━━━ Records for this task ━━━
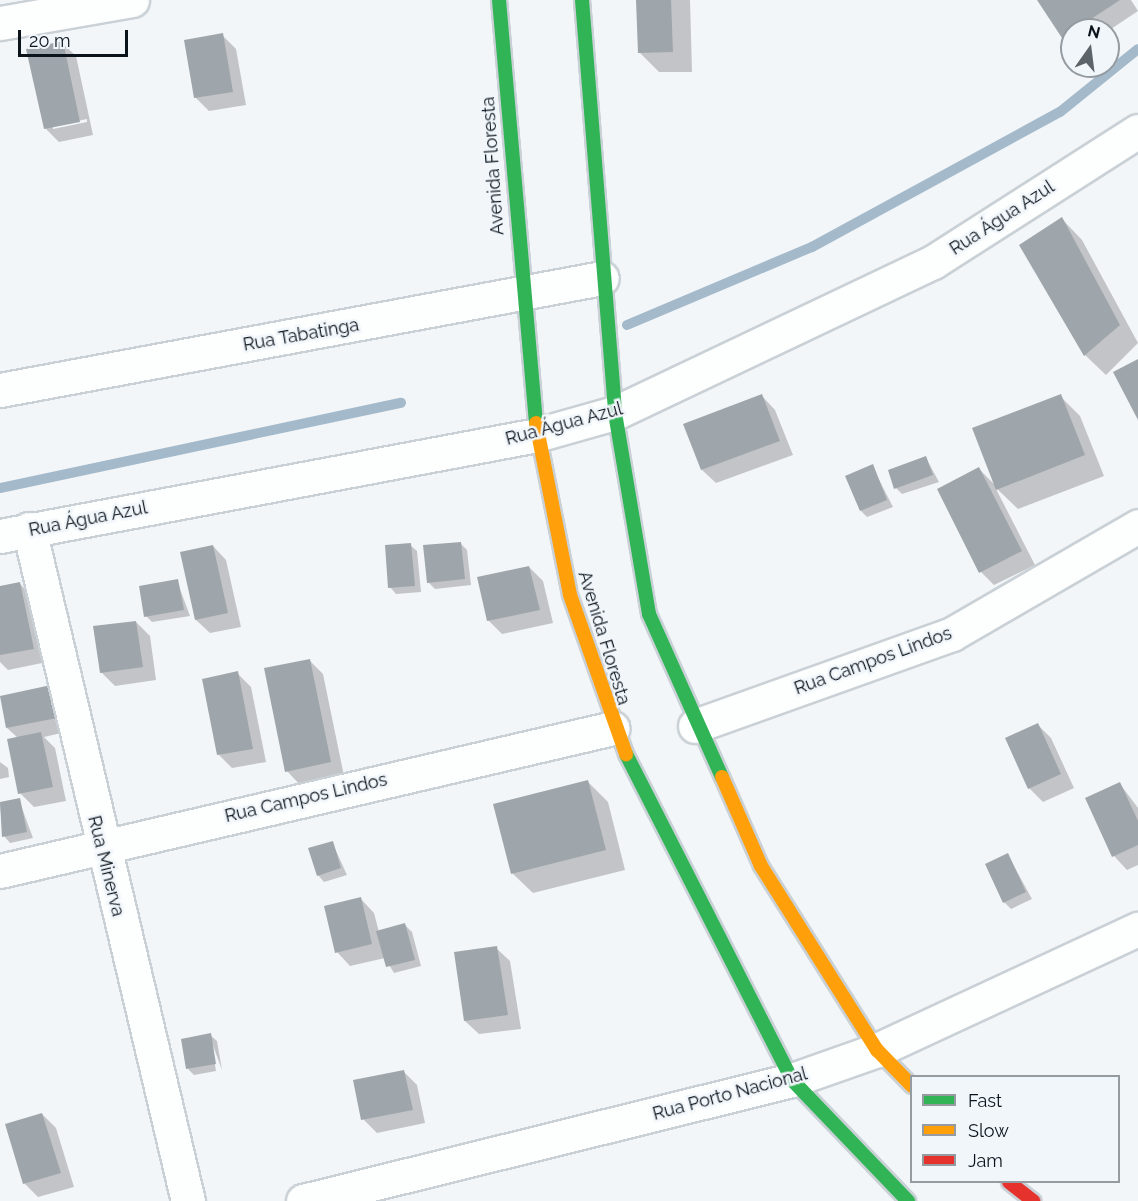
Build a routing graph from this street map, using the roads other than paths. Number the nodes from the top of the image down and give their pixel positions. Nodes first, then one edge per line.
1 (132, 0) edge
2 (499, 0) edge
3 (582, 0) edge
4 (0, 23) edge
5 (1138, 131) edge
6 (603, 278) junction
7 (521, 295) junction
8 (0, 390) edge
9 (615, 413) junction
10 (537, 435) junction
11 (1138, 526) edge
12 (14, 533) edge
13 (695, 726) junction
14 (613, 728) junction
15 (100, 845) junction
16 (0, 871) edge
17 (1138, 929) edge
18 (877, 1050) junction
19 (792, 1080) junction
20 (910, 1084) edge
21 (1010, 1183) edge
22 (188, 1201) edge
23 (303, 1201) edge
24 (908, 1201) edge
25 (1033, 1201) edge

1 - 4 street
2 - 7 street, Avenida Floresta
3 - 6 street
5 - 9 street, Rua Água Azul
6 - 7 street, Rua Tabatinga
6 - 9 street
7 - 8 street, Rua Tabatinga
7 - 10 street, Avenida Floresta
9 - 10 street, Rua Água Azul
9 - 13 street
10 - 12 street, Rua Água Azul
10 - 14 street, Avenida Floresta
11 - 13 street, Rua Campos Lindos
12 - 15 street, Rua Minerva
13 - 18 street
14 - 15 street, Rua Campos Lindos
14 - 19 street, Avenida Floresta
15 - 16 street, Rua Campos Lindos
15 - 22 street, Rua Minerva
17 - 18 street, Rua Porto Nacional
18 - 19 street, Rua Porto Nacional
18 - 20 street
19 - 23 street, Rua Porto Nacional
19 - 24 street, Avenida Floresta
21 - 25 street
━━━
━━━ Records for this task ━━━
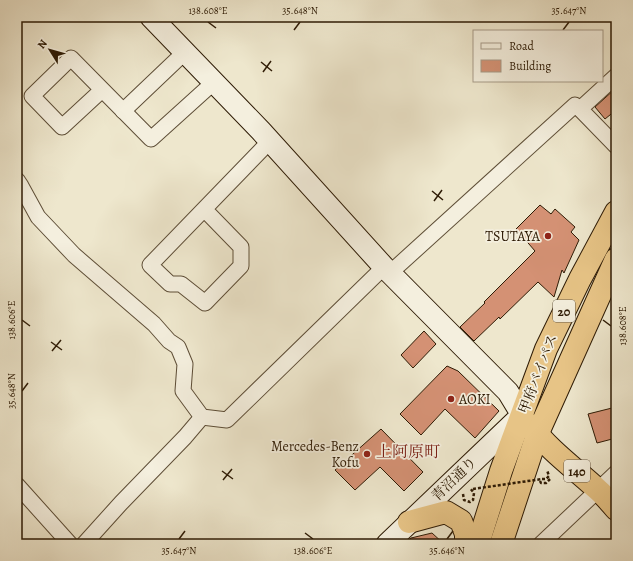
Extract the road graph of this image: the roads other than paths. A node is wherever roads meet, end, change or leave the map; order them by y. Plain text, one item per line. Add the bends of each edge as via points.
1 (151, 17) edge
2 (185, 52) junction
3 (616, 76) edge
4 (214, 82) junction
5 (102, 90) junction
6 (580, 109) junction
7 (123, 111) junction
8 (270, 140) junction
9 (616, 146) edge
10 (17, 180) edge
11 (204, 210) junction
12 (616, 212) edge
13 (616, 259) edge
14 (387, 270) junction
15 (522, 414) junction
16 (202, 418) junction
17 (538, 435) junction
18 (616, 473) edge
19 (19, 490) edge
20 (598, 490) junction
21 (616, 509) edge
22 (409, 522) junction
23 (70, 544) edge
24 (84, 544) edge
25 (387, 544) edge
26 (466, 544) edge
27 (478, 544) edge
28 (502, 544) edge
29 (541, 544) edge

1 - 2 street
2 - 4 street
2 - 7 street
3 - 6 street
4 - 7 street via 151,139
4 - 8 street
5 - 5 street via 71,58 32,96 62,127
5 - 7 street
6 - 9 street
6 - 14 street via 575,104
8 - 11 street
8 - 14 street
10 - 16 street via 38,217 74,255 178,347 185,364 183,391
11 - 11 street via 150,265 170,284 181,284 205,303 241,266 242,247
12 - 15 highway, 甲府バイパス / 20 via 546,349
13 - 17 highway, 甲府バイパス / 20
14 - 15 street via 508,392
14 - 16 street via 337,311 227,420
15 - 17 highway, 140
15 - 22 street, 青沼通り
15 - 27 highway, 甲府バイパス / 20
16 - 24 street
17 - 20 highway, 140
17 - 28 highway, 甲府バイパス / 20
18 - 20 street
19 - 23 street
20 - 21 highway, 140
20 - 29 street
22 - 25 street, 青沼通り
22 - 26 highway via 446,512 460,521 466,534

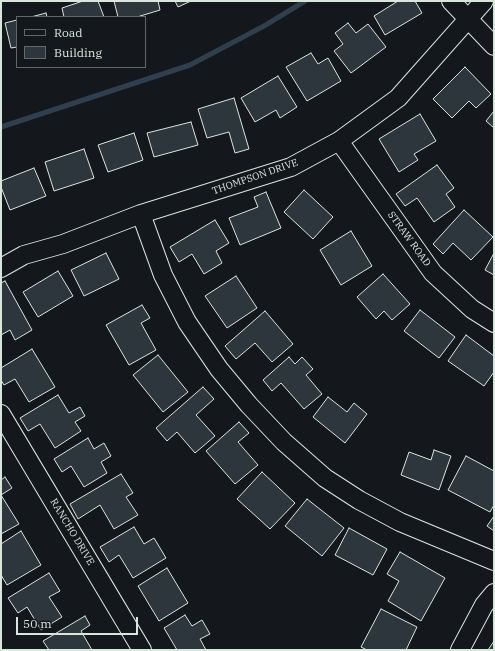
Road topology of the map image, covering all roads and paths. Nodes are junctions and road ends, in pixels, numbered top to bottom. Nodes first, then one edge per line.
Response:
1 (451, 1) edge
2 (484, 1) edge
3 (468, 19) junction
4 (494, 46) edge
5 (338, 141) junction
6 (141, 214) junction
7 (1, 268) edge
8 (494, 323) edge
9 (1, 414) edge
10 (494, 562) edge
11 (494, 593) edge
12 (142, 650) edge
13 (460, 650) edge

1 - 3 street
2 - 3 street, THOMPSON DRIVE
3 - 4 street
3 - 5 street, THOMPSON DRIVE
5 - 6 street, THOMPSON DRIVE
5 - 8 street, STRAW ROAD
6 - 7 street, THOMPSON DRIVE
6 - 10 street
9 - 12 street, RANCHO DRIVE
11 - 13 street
━━━
Assignment :: Pictures aside, print exactly the lines above starting with the one containing "Extract the road" and going on through the one containing "Road topology of".

Written answer ::
Extract the road graph of this image: the roads other than paths. A node is wherever roads meet, end, change or leave the map; order them by y. Plain text, one item per line. Add the bends of each edge as via points.
1 (151, 17) edge
2 (185, 52) junction
3 (616, 76) edge
4 (214, 82) junction
5 (102, 90) junction
6 (580, 109) junction
7 (123, 111) junction
8 (270, 140) junction
9 (616, 146) edge
10 (17, 180) edge
11 (204, 210) junction
12 (616, 212) edge
13 (616, 259) edge
14 (387, 270) junction
15 (522, 414) junction
16 (202, 418) junction
17 (538, 435) junction
18 (616, 473) edge
19 (19, 490) edge
20 (598, 490) junction
21 (616, 509) edge
22 (409, 522) junction
23 (70, 544) edge
24 (84, 544) edge
25 (387, 544) edge
26 (466, 544) edge
27 (478, 544) edge
28 (502, 544) edge
29 (541, 544) edge

1 - 2 street
2 - 4 street
2 - 7 street
3 - 6 street
4 - 7 street via 151,139
4 - 8 street
5 - 5 street via 71,58 32,96 62,127
5 - 7 street
6 - 9 street
6 - 14 street via 575,104
8 - 11 street
8 - 14 street
10 - 16 street via 38,217 74,255 178,347 185,364 183,391
11 - 11 street via 150,265 170,284 181,284 205,303 241,266 242,247
12 - 15 highway, 甲府バイパス / 20 via 546,349
13 - 17 highway, 甲府バイパス / 20
14 - 15 street via 508,392
14 - 16 street via 337,311 227,420
15 - 17 highway, 140
15 - 22 street, 青沼通り
15 - 27 highway, 甲府バイパス / 20
16 - 24 street
17 - 20 highway, 140
17 - 28 highway, 甲府バイパス / 20
18 - 20 street
19 - 23 street
20 - 21 highway, 140
20 - 29 street
22 - 25 street, 青沼通り
22 - 26 highway via 446,512 460,521 466,534

Road topology of the map image, covering all roads and paths. Nodes are junctions and road ends, in pixels, numbered top to bottom. Nodes first, then one edge per line.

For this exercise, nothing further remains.